Exercise description. Below are the records; reproduce all of them exactly but without any images.

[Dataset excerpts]
[Start of Attachment]

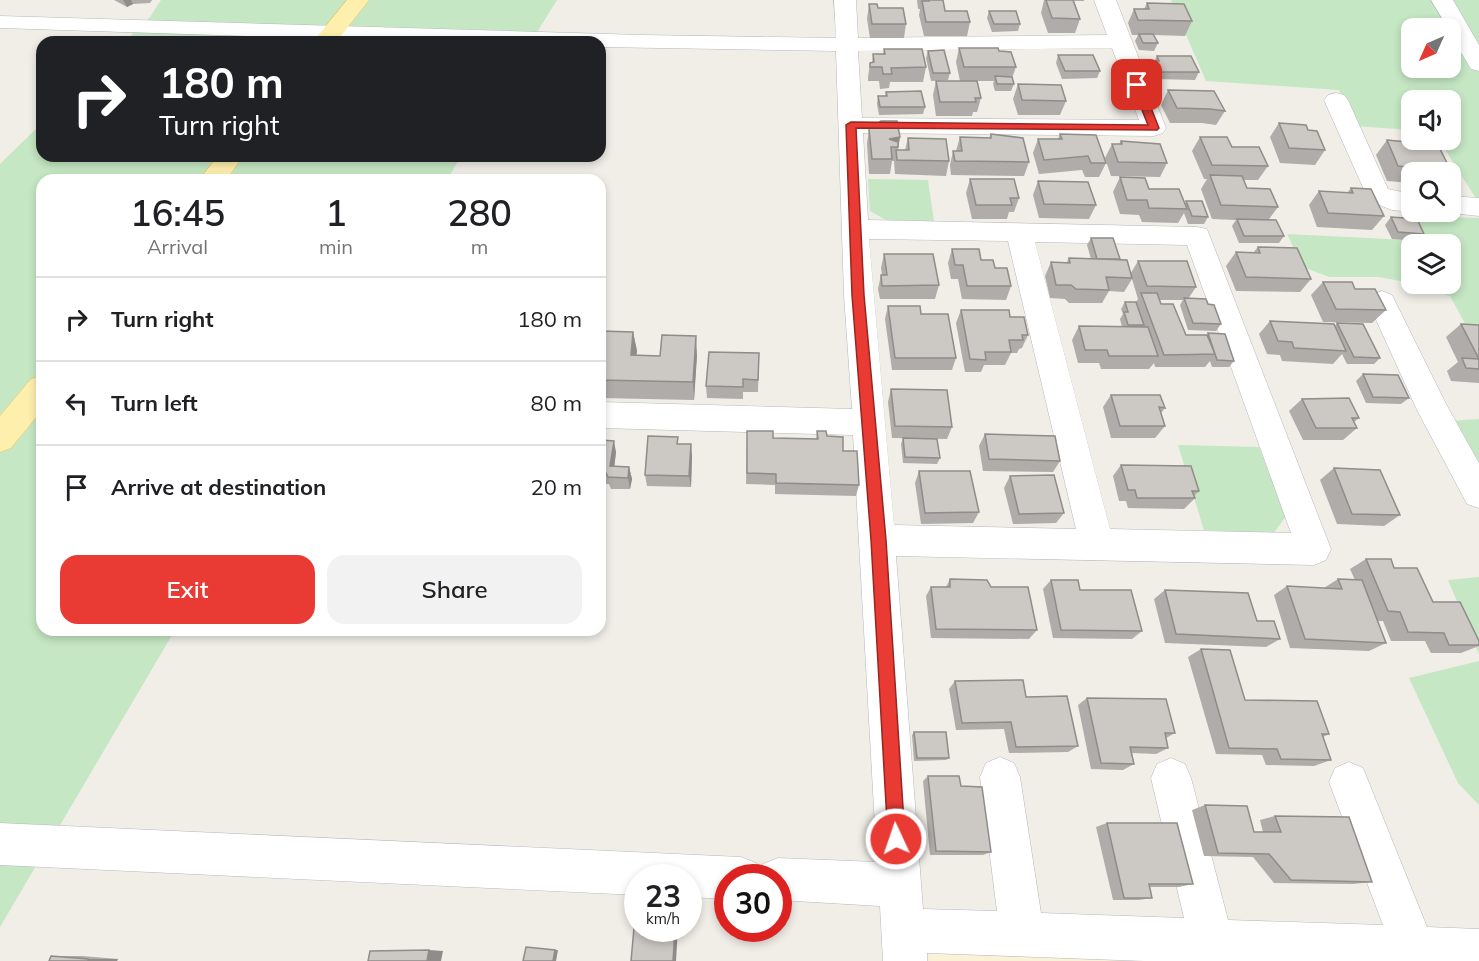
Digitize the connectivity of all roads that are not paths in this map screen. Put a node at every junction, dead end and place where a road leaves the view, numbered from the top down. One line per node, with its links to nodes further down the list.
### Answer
1 (358, 0): 7 (main road)
2 (845, 0): 10 (street)
3 (1105, 0): 8 (street)
4 (1442, 0): 11 (street)
5 (0, 22): 6 (street)
6 (303, 36)
7 (330, 36)
8 (1120, 41): 10 (street); 13 (street)
9 (606, 42): 10 (street)
10 (847, 45): 13 (street)
11 (1479, 64)
12 (1336, 100): 16 (street)
13 (851, 125): 19 (street)
14 (226, 162): 15 (main road)
15 (217, 174)
16 (1401, 202)
17 (1461, 206): 18 (street)
18 (1479, 207)
19 (857, 229): 20 (street); 24 (street)
20 (1019, 233): 28 (street); 28 (street)
21 (1382, 302): 26 (street)
22 (36, 395): 25 (main road)
23 (606, 415): 24 (street)
24 (868, 422): 27 (street)
25 (0, 440)
26 (1479, 494)
27 (878, 540): 28 (street); 35 (street)
28 (1097, 545)
29 (1000, 777): 36 (street)
30 (1171, 778): 37 (street)
31 (1349, 782): 39 (street)
32 (0, 844): 33 (street)
33 (714, 877)
34 (792, 880): 35 (street)
35 (899, 885): 38 (street)
36 (1022, 934): 37 (street); 38 (street)
37 (1212, 942): 39 (street)
38 (904, 945)
39 (1414, 949): 40 (street)
40 (1479, 951)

[End of Attachment]

Finished exercise.
Digitize the connectivity of all roads that are not paths in this map screen. Put a node at every junction, dead end and place where a road leaves the view, numbered from the top down. One line per node, with its links to nodes further down the list.
### Answer
1 (358, 0): 7 (main road)
2 (845, 0): 10 (street)
3 (1105, 0): 8 (street)
4 (1442, 0): 11 (street)
5 (0, 22): 6 (street)
6 (303, 36)
7 (330, 36)
8 (1120, 41): 10 (street); 13 (street)
9 (606, 42): 10 (street)
10 (847, 45): 13 (street)
11 (1479, 64)
12 (1336, 100): 16 (street)
13 (851, 125): 19 (street)
14 (226, 162): 15 (main road)
15 (217, 174)
16 (1401, 202)
17 (1461, 206): 18 (street)
18 (1479, 207)
19 (857, 229): 20 (street); 24 (street)
20 (1019, 233): 28 (street); 28 (street)
21 (1382, 302): 26 (street)
22 (36, 395): 25 (main road)
23 (606, 415): 24 (street)
24 (868, 422): 27 (street)
25 (0, 440)
26 (1479, 494)
27 (878, 540): 28 (street); 35 (street)
28 (1097, 545)
29 (1000, 777): 36 (street)
30 (1171, 778): 37 (street)
31 (1349, 782): 39 (street)
32 (0, 844): 33 (street)
33 (714, 877)
34 (792, 880): 35 (street)
35 (899, 885): 38 (street)
36 (1022, 934): 37 (street); 38 (street)
37 (1212, 942): 39 (street)
38 (904, 945)
39 (1414, 949): 40 (street)
40 (1479, 951)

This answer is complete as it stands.